At that point he was already running the poultry operation on the farm. Working at first with Mr. Clowes and later on his own, he took weather readings at 8 a.m. and 8 p.m. almost every day from then on, providing data daily to the National Weather Service and later summarizing his observations for a monthly weather column sent to local papers.

In 1935 he married Dorothea Haelig, a teacher from New Jersey who had come to work at the Bridgehampton School. She was 10 years his senior, said his granddaughter. They had a son, Richard H. Hendrickson.

The family left dairy farming in 1953, when Suffolk County passed a law requiring that milk be pasteurized. “We couldn’t afford to pasteurize, so we gave up the herd and imported 50 head of beef cattle weighing 400 to 500 pounds, and kept them till they weighed over 1,000 pounds, and sold them at livestock auctions in Pennsylvania,” he told The Star in 1993. Failing to make money on the steers, Hill View Farm instead expanded the poultry operation through the 1970s and ’80s, then turned to field corn and sweet corn.

Mr. Hendrickson retired from farming in the early 1980s and rented space in the chicken houses for car storage.

He was a man of his place and rarely left town, but in 1959 he and his wife made an unlikely journey to New Zealand, where they dined with the prime minister. The trip was “courtesy of the Hormel Meat Co. because they had purchased the one billionth can of Spam,” according to a 1997 article in Newsday.

His first wife died in early 1982. He was married later that year to Lillian Baldac, who died in June.

Mr. Hendrickson remained both engaged and active into his 90s and 100s, even chopping his own wood and mowing his own lawn in the last decade.

“He consistently had a boyish fascination, a whimsy about how wonderful every aspect of the natural world is. He had it to the last day I saw him. And there wasn’t a thing that went by that he wasn’t curious about,” Mr. DeLuca said.
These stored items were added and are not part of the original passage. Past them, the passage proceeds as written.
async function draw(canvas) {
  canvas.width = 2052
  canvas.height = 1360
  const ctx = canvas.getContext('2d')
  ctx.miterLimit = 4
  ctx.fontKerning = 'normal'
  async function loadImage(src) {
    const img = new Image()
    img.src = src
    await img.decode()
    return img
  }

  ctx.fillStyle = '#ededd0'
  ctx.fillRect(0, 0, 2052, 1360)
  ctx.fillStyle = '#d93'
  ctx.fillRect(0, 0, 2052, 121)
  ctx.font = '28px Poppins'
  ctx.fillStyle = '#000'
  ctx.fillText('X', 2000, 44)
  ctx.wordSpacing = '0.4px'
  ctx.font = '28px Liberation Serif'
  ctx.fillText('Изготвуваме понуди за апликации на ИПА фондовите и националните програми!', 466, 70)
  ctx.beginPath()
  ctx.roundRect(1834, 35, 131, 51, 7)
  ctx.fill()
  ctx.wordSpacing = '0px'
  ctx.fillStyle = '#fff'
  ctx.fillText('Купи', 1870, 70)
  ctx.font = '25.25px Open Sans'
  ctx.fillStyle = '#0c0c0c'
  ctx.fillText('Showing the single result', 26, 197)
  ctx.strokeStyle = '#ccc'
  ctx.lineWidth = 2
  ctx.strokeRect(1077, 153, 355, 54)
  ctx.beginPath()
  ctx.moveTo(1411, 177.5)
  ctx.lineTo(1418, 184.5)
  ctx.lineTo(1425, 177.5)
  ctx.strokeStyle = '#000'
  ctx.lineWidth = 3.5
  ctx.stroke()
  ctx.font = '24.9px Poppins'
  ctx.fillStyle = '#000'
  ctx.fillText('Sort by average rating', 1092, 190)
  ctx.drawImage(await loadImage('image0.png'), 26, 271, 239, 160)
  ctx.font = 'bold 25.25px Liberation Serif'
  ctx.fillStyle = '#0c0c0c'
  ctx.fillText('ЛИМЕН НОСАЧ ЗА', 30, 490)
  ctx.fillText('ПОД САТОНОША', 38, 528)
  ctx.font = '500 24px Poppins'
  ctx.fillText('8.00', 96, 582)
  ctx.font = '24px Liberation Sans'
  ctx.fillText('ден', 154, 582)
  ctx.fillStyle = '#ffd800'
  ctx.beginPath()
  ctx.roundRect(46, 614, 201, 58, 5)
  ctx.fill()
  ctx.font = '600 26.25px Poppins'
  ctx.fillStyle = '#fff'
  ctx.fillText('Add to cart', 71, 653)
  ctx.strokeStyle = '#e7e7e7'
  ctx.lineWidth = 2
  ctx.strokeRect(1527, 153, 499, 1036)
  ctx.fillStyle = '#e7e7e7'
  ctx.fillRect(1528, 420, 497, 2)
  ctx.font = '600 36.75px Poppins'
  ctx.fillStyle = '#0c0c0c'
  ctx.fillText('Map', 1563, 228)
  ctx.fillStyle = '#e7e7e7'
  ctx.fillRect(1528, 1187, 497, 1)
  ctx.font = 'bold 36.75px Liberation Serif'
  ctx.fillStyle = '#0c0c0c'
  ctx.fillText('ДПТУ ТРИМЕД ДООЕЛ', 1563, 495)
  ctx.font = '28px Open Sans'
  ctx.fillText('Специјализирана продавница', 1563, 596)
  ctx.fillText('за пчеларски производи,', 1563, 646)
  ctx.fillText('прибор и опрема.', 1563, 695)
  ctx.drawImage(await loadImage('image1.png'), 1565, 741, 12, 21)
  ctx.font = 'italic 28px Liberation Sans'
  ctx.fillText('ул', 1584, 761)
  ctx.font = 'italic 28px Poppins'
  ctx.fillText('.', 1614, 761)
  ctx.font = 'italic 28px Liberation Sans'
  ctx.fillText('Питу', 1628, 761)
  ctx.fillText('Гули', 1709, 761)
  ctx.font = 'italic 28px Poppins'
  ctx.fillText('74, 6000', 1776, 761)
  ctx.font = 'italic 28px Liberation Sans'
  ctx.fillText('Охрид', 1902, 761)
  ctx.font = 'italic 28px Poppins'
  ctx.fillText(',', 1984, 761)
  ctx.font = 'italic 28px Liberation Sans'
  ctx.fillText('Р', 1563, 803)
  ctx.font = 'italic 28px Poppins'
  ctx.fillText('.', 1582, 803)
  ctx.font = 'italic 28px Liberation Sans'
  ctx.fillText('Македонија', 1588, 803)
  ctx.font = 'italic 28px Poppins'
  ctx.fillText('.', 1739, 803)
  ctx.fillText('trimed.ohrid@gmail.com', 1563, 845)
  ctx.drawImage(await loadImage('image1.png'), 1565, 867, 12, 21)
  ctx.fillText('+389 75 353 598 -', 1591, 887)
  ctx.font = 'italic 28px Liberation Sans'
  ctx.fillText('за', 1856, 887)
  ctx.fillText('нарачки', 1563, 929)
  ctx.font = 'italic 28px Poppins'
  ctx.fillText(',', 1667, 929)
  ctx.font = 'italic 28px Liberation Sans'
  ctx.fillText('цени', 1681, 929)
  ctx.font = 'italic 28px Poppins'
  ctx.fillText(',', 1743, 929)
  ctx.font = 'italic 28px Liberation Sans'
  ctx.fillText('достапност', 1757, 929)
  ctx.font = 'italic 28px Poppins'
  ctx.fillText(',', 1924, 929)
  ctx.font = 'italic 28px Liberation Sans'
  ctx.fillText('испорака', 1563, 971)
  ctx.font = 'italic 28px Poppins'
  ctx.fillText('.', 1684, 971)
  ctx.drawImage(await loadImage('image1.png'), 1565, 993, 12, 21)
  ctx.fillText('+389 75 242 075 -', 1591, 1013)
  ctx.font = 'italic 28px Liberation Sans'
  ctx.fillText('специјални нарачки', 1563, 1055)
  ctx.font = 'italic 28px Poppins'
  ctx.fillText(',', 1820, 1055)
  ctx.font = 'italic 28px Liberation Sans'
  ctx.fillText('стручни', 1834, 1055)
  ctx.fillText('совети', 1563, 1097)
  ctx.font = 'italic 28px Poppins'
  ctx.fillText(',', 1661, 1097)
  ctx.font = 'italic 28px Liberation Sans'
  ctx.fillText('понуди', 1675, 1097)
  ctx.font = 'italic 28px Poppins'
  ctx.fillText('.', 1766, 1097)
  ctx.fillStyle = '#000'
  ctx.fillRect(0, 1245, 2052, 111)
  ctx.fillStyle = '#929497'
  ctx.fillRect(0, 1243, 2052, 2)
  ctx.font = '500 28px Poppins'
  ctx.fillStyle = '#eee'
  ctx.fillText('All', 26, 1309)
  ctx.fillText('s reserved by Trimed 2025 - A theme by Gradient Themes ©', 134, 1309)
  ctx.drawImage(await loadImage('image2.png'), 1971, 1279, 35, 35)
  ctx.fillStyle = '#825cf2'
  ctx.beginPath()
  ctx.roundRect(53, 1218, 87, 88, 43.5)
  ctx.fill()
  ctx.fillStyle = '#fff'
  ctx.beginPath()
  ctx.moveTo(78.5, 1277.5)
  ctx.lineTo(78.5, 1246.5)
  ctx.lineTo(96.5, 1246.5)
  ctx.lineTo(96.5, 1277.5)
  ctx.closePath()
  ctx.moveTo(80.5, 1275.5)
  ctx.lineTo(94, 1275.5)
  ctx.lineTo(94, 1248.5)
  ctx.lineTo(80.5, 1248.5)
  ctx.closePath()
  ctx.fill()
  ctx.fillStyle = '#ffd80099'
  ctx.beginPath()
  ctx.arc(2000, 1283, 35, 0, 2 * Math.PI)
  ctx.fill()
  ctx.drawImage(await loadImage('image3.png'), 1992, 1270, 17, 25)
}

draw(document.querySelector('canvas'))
He published his second book, “From the Bushy Plain of Bulls Head,” a memoir written almost entirely in verse, in 2006.

In addition to his granddaughter Sara Hendrickson, he leaves two other granddaughters, Leah Hendrickson and Rachel Green, both of Jamesport, a sister, Edith Williams of Raleigh, N.C., and several nieces and nephews. His brother died before him, and his son died in 2014.
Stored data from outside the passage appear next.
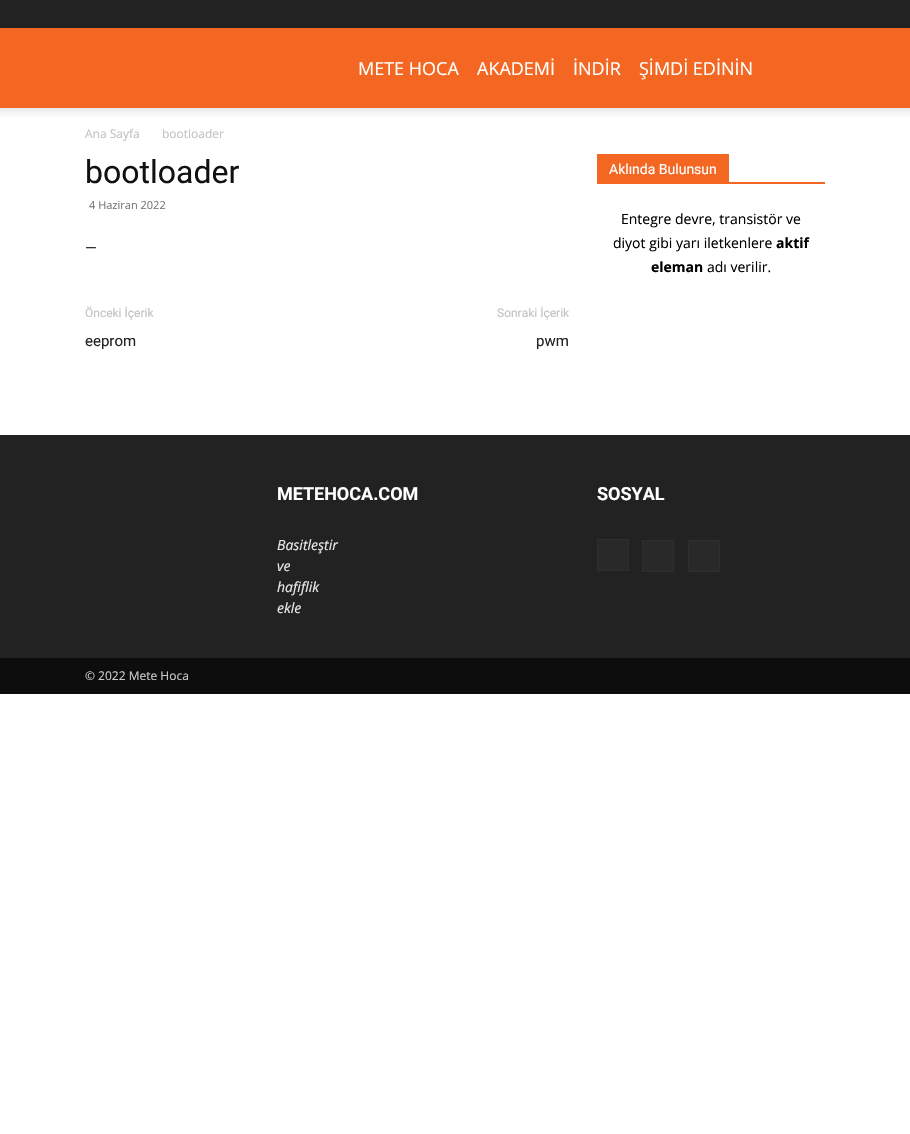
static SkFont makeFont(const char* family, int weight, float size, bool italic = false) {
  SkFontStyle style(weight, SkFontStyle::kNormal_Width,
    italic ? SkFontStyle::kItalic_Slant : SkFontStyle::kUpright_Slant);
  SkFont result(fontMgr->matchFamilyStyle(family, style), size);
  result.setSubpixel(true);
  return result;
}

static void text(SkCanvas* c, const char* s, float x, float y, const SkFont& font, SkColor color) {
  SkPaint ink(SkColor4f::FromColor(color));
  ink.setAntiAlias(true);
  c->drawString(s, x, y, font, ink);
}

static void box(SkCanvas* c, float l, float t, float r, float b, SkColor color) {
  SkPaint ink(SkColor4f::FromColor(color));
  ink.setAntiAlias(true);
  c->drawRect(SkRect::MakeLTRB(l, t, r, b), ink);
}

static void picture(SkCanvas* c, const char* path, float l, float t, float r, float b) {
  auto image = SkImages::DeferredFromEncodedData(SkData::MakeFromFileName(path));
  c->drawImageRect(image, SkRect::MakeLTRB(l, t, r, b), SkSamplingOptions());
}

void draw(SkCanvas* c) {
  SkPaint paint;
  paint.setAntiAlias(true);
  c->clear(0xffffffff);
  box(c, 0, 0, 910, 28, 0xff222222);
  box(c, 0, 28, 910, 108, 0xfff36722);
  SkFont face1 = makeFont("Open Sans", 400, 18);
  text(c, "METE HOCA", 358, 75, face1, 0xffffffff);
  text(c, "AKADEMİ", 477, 75, face1, 0xffffffff);
  text(c, "İNDİR", 573, 75, face1, 0xffffffff);
  text(c, "ŞİMDİ EDİNİN", 639, 75, face1, 0xffffffff);
  picture(c, "img_01.png", 0, 108, 910, 117);
  SkFont face2 = makeFont("Open Sans", 400, 12);
  text(c, "Ana Sayfa", 85, 138, face2, 0xffc3c3c3);
  text(c, "bootloader", 162, 138, face2, 0xffc3c3c3);
  SkFont face3 = makeFont("Roboto", 400, 32);
  text(c, "bootloader", 85, 183, face3, 0xff111111);
  SkFont face4 = makeFont("Open Sans", 400, 11);
  text(c, "4 Haziran 2022", 89, 209, face4, 0xff767676);
  SkFont face5 = makeFont("Roboto", 400, 15);
  text(c, "—", 85, 253, face5, 0xff222222);
  SkFont face6 = makeFont("Roboto", 400, 12);
  text(c, "Önceki İçerik", 85, 317, face6, 0xffc3c3c3);
  text(c, "eeprom", 85, 346, face5, 0xff222222);
  text(c, "Sonraki İçerik", 497, 317, face6, 0xffc3c3c3);
  text(c, "pwm", 536, 346, face5, 0xff222222);
  box(c, 597, 182, 825, 184, 0xfff36722);
  box(c, 597, 154, 729, 182, 0xfff36722);
  SkFont face7 = makeFont("Roboto", 400, 14);
  text(c, "Aklında Bulunsun", 609, 174, face7, 0xffffffff);
  SkFont face8 = makeFont("Open Sans", 400, 14);
  text(c, "Entegre devre, transistör ve", 621, 224, face8, 0xff000000);
  text(c, "diyot gibi yarı iletkenlere", 613, 248, face8, 0xff000000);
  SkFont face9 = makeFont("Open Sans", 700, 14);
  text(c, "aktif", 776, 248, face9, 0xff000000);
  text(c, "eleman", 651, 272, face9, 0xff000000);
  text(c, "adı verilir.", 707, 272, face8, 0xff000000);
  box(c, 0, 435, 910, 658, 0xff222222);
  SkFont face10 = makeFont("Roboto", 700, 18);
  text(c, "METEHOCA.COM", 277, 500, face10, 0xffffffff);
  SkFont face11 = makeFont("Open Sans", 400, 14, true);
  text(c, "Basitleştir", 277, 550, face11, 0xffeaeaea);
  text(c, "ve", 277, 571, face11, 0xffeaeaea);
  text(c, "hafiflik", 277, 592, face11, 0xffeaeaea);
  text(c, "ekle", 277, 613, face11, 0xffeaeaea);
  text(c, "SOSYAL", 597, 500, face10, 0xffffffff);
  paint.setColor(0xff292929);
  c->drawRect(SkRect::MakeLTRB(597.5f, 539.5f, 628.5f, 570.5f), paint);
  paint.setStyle(SkPaint::kStroke_Style);
  paint.setStrokeWidth(1);
  paint.setColor(0xff2f2f2f);
  c->drawRect(SkRect::MakeLTRB(597.5f, 539.5f, 628.5f, 570.5f), paint);
  paint.setStyle(SkPaint::kFill_Style);
  paint.setColor(0xff292929);
  c->drawRect(SkRect::MakeLTRB(642.5f, 540.5f, 673.5f, 571.5f), paint);
  paint.setStyle(SkPaint::kStroke_Style);
  paint.setColor(0xff2f2f2f);
  c->drawRect(SkRect::MakeLTRB(642.5f, 540.5f, 673.5f, 571.5f), paint);
  paint.setStyle(SkPaint::kFill_Style);
  paint.setColor(0xff292929);
  c->drawRect(SkRect::MakeLTRB(688.5f, 540.5f, 719.5f, 571.5f), paint);
  paint.setStyle(SkPaint::kStroke_Style);
  paint.setColor(0xff2f2f2f);
  c->drawRect(SkRect::MakeLTRB(688.5f, 540.5f, 719.5f, 571.5f), paint);
  box(c, 0, 658, 910, 694, 0xff0d0d0d);
  text(c, "© 2022 Mete Hoca", 85, 680, face2, 0xffcccccc);
}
Services for Mr. Hendrickson are to begin on Friday, Jan. 22, with visiting from 2 to 4 and 7 to 9 p.m. at the Brockett Funeral Home in Southampton. A funeral will be held at the Bridgehampton Presbyterian Church on Jan. 23 at 11 a.m., followed by burial at Edgewood Cemetery in Bridgehampton.

Donations have been suggested to the Bridgehampton Museum, P.O. Box 977, Bridgehampton 11932.